__TASK DETAILS__
Without including any pictures, reproduce all the lines below word for word.

--- RECORDS SHOWN ---

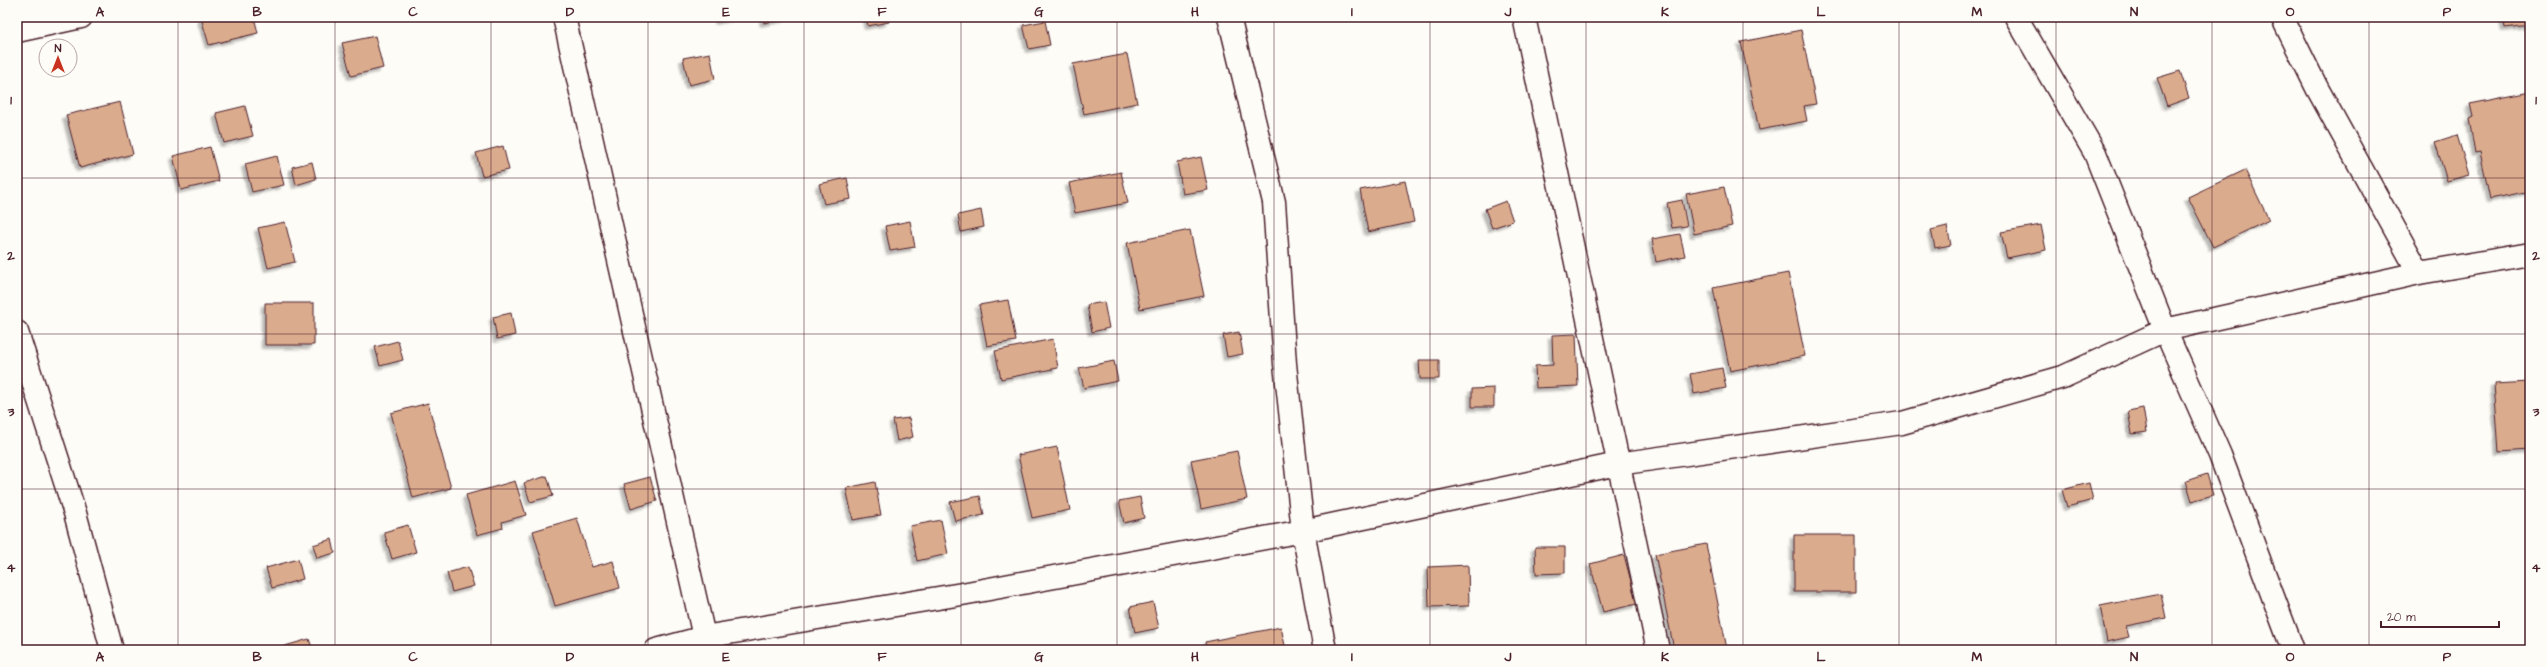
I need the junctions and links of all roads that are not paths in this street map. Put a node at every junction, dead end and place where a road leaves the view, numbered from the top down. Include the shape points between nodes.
1 (81, 17) edge
2 (564, 17) edge
3 (1229, 17) edge
4 (1524, 17) edge
5 (2016, 17) edge
6 (2282, 17) edge
7 (17, 31) edge
8 (2530, 254) edge
9 (2419, 273) junction
10 (2165, 330) junction
11 (17, 332) edge
12 (1618, 464) junction
13 (1303, 532) junction
14 (706, 643) edge
15 (112, 650) edge
16 (656, 650) edge
17 (1325, 650) edge
18 (1658, 650) edge
19 (2293, 650) edge

1 - 7 street
2 - 14 street
3 - 13 street via 1274,202 1285,364
4 - 12 street
5 - 10 street via 2095,153
6 - 9 street via 2321,95
8 - 9 street
9 - 10 street
10 - 12 street via 2063,377 1902,423
10 - 19 street via 2220,455
11 - 15 street via 75,512
12 - 13 street
12 - 18 street
13 - 14 street
13 - 17 street
14 - 16 street

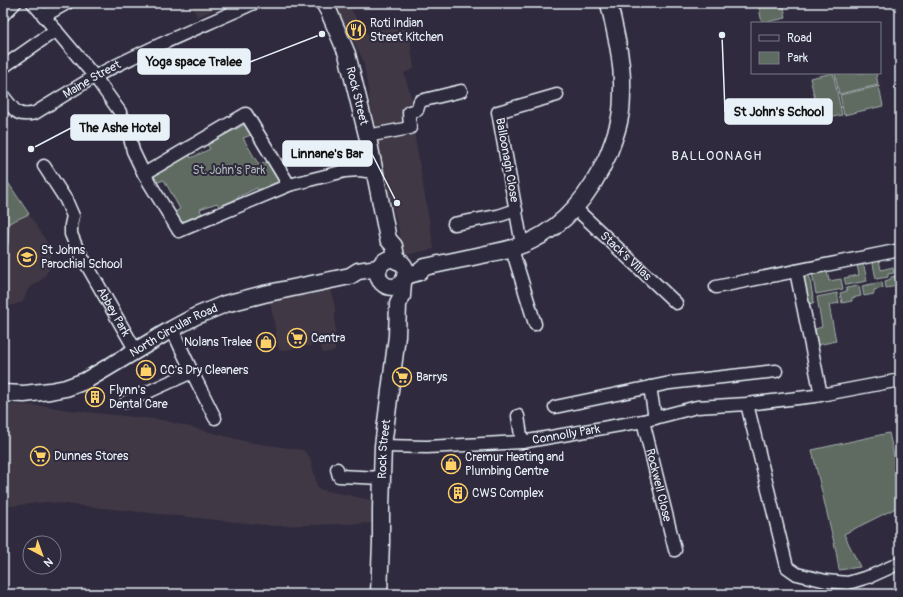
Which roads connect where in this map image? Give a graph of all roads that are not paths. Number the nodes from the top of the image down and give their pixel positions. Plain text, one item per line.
1 (33, 3) edge
2 (66, 3) edge
3 (254, 3) edge
4 (324, 3) edge
5 (609, 3) edge
6 (44, 16) junction
7 (56, 30) junction
8 (5, 62) edge
9 (95, 76) junction
10 (461, 92) dead end
11 (557, 95) dead end
12 (3, 96) edge
13 (367, 136) junction
14 (44, 166) dead end
15 (374, 172) junction
16 (144, 174) junction
17 (290, 185) junction
18 (575, 208) junction
19 (516, 210) junction
20 (454, 224) dead end
21 (517, 247) junction
22 (900, 250) edge
23 (796, 271) junction
24 (392, 272) junction
25 (716, 286) dead end
26 (676, 303) dead end
27 (535, 324) dead end
28 (172, 329) junction
29 (136, 351) junction
30 (776, 371) dead end
31 (192, 372) junction
32 (900, 380) edge
33 (650, 387) junction
34 (3, 393) edge
35 (821, 395) junction
36 (126, 402) dead end
37 (747, 404) junction
38 (555, 407) dead end
39 (518, 416) dead end
40 (215, 418) dead end
41 (655, 418) junction
42 (643, 421) junction
43 (522, 442) junction
44 (383, 446) junction
45 (337, 469) dead end
46 (382, 478) junction
47 (675, 550) dead end
48 (900, 563) edge
49 (379, 594) edge

1 - 6 street
2 - 6 street
3 - 9 street, Maine Street
4 - 13 main road, Rock Street
5 - 18 main road, North Circular Road
6 - 7 street
7 - 8 street
7 - 9 street
9 - 12 street, Maine Street
9 - 16 street
10 - 13 street
11 - 19 street, Balloonagh Close
13 - 15 main road, Rock Street
14 - 29 street, Abbey Park
15 - 17 street
15 - 24 main road, Rock Street
16 - 17 street
16 - 17 street
18 - 21 main road, North Circular Road
18 - 26 street, Stack's Villas
19 - 20 street
19 - 21 street, Balloonagh Close
21 - 24 main road, North Circular Road
21 - 27 street
22 - 23 street
23 - 25 street
23 - 35 street
24 - 28 main road, North Circular Road
24 - 44 main road, Rock Street
28 - 29 main road, North Circular Road
28 - 31 street
29 - 34 main road, North Circular Road
30 - 33 street
31 - 36 street
31 - 40 street
32 - 35 street, Connolly Park
33 - 38 street
33 - 41 street
35 - 37 street, Connolly Park
37 - 41 street, Connolly Park
37 - 48 street
39 - 43 street
41 - 42 street, Connolly Park
42 - 43 street, Connolly Park
42 - 47 street, Rockwell Close
43 - 44 street, Connolly Park
44 - 46 main road, Rock Street
45 - 46 street
46 - 49 main road, Rock Street

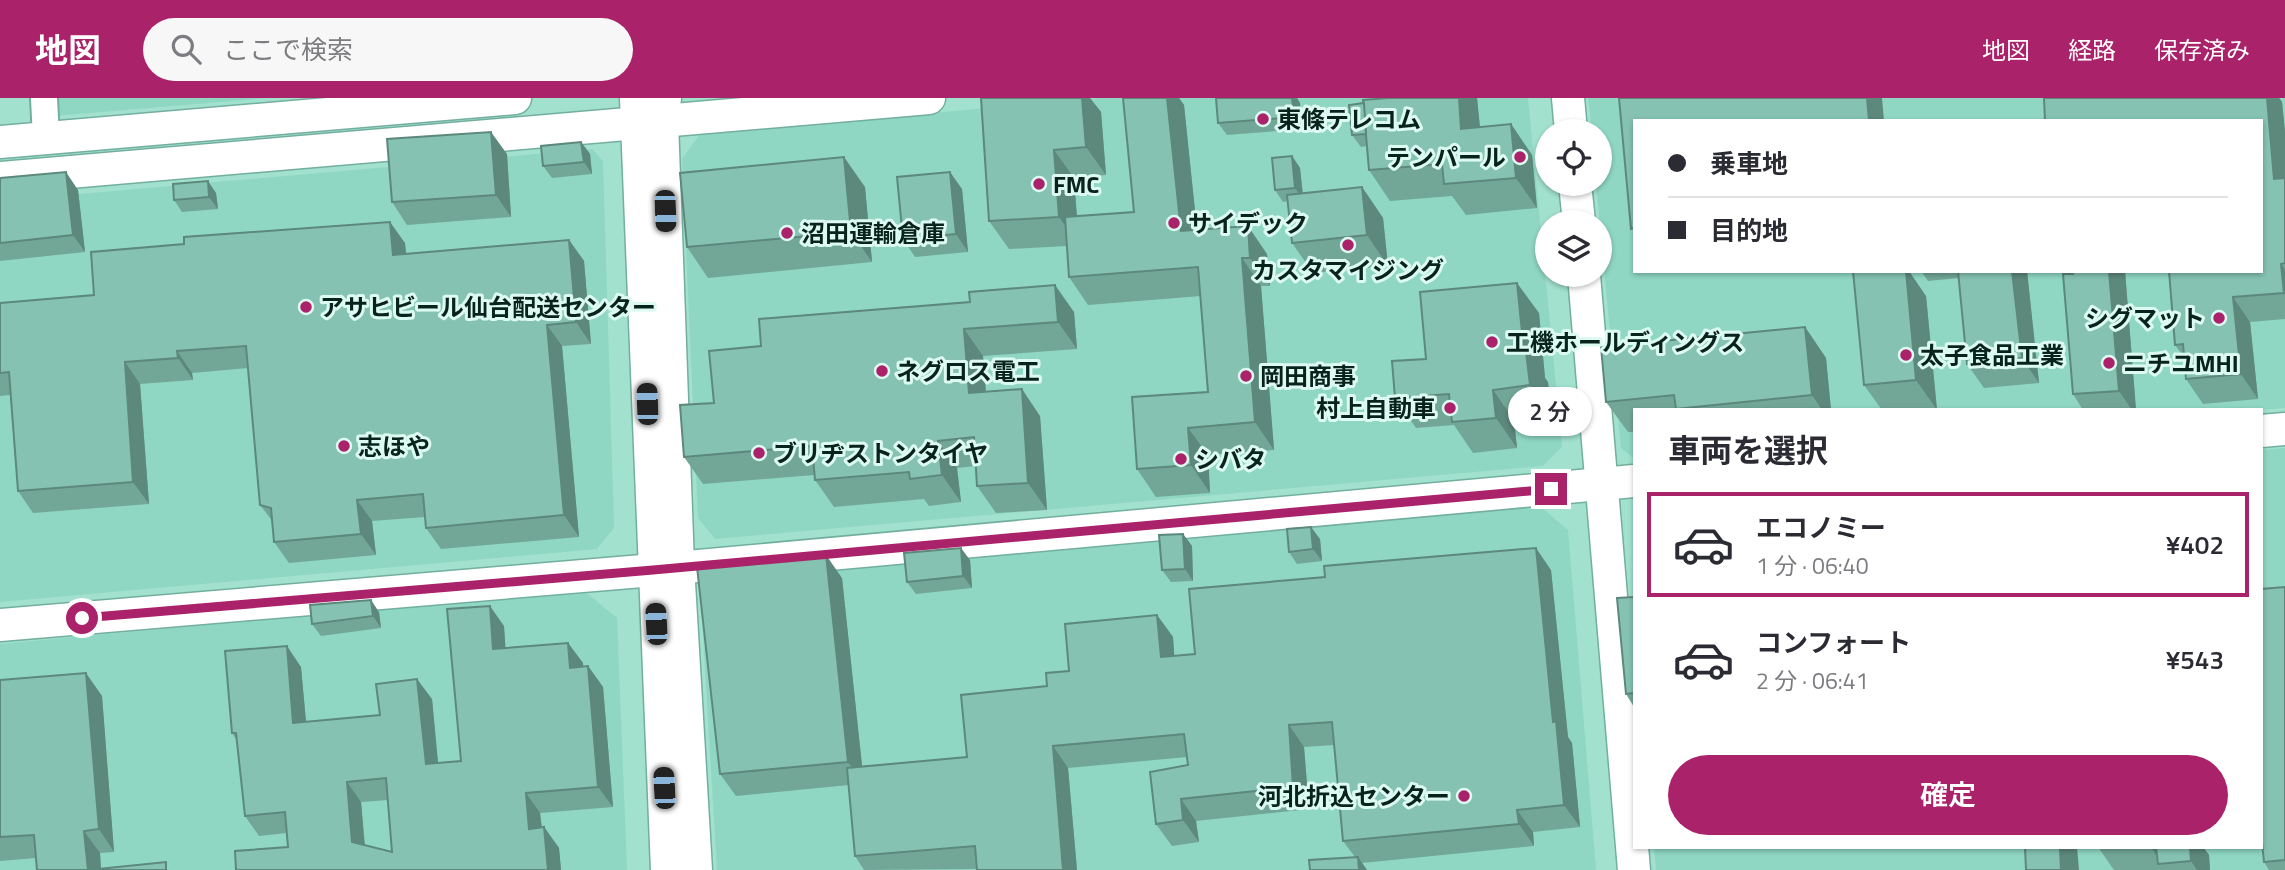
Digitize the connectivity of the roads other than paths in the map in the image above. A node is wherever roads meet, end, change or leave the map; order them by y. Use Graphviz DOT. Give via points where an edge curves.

---

__TASK RESPONSE__
I need the junctions and links of all roads that are not paths in this street map. Put a node at every junction, dead end and place where a road leaves the view, numbered from the top down. Include the shape points between nodes.
1 (81, 17) edge
2 (564, 17) edge
3 (1229, 17) edge
4 (1524, 17) edge
5 (2016, 17) edge
6 (2282, 17) edge
7 (17, 31) edge
8 (2530, 254) edge
9 (2419, 273) junction
10 (2165, 330) junction
11 (17, 332) edge
12 (1618, 464) junction
13 (1303, 532) junction
14 (706, 643) edge
15 (112, 650) edge
16 (656, 650) edge
17 (1325, 650) edge
18 (1658, 650) edge
19 (2293, 650) edge

1 - 7 street
2 - 14 street
3 - 13 street via 1274,202 1285,364
4 - 12 street
5 - 10 street via 2095,153
6 - 9 street via 2321,95
8 - 9 street
9 - 10 street
10 - 12 street via 2063,377 1902,423
10 - 19 street via 2220,455
11 - 15 street via 75,512
12 - 13 street
12 - 18 street
13 - 14 street
13 - 17 street
14 - 16 street

Which roads connect where in this map image? Give a graph of all roads that are not paths. Number the nodes from the top of the image down and give their pixel positions. Plain text, one item per line.
1 (33, 3) edge
2 (66, 3) edge
3 (254, 3) edge
4 (324, 3) edge
5 (609, 3) edge
6 (44, 16) junction
7 (56, 30) junction
8 (5, 62) edge
9 (95, 76) junction
10 (461, 92) dead end
11 (557, 95) dead end
12 (3, 96) edge
13 (367, 136) junction
14 (44, 166) dead end
15 (374, 172) junction
16 (144, 174) junction
17 (290, 185) junction
18 (575, 208) junction
19 (516, 210) junction
20 (454, 224) dead end
21 (517, 247) junction
22 (900, 250) edge
23 (796, 271) junction
24 (392, 272) junction
25 (716, 286) dead end
26 (676, 303) dead end
27 (535, 324) dead end
28 (172, 329) junction
29 (136, 351) junction
30 (776, 371) dead end
31 (192, 372) junction
32 (900, 380) edge
33 (650, 387) junction
34 (3, 393) edge
35 (821, 395) junction
36 (126, 402) dead end
37 (747, 404) junction
38 (555, 407) dead end
39 (518, 416) dead end
40 (215, 418) dead end
41 (655, 418) junction
42 (643, 421) junction
43 (522, 442) junction
44 (383, 446) junction
45 (337, 469) dead end
46 (382, 478) junction
47 (675, 550) dead end
48 (900, 563) edge
49 (379, 594) edge

1 - 6 street
2 - 6 street
3 - 9 street, Maine Street
4 - 13 main road, Rock Street
5 - 18 main road, North Circular Road
6 - 7 street
7 - 8 street
7 - 9 street
9 - 12 street, Maine Street
9 - 16 street
10 - 13 street
11 - 19 street, Balloonagh Close
13 - 15 main road, Rock Street
14 - 29 street, Abbey Park
15 - 17 street
15 - 24 main road, Rock Street
16 - 17 street
16 - 17 street
18 - 21 main road, North Circular Road
18 - 26 street, Stack's Villas
19 - 20 street
19 - 21 street, Balloonagh Close
21 - 24 main road, North Circular Road
21 - 27 street
22 - 23 street
23 - 25 street
23 - 35 street
24 - 28 main road, North Circular Road
24 - 44 main road, Rock Street
28 - 29 main road, North Circular Road
28 - 31 street
29 - 34 main road, North Circular Road
30 - 33 street
31 - 36 street
31 - 40 street
32 - 35 street, Connolly Park
33 - 38 street
33 - 41 street
35 - 37 street, Connolly Park
37 - 41 street, Connolly Park
37 - 48 street
39 - 43 street
41 - 42 street, Connolly Park
42 - 43 street, Connolly Park
42 - 47 street, Rockwell Close
43 - 44 street, Connolly Park
44 - 46 main road, Rock Street
45 - 46 street
46 - 49 main road, Rock Street

Digitize the connectivity of the roads other than paths in the map in the image above. A node is wherever roads meet, end, change or leave the map; order them by y. Use Graphviz DOT. Give via points where an edge curves.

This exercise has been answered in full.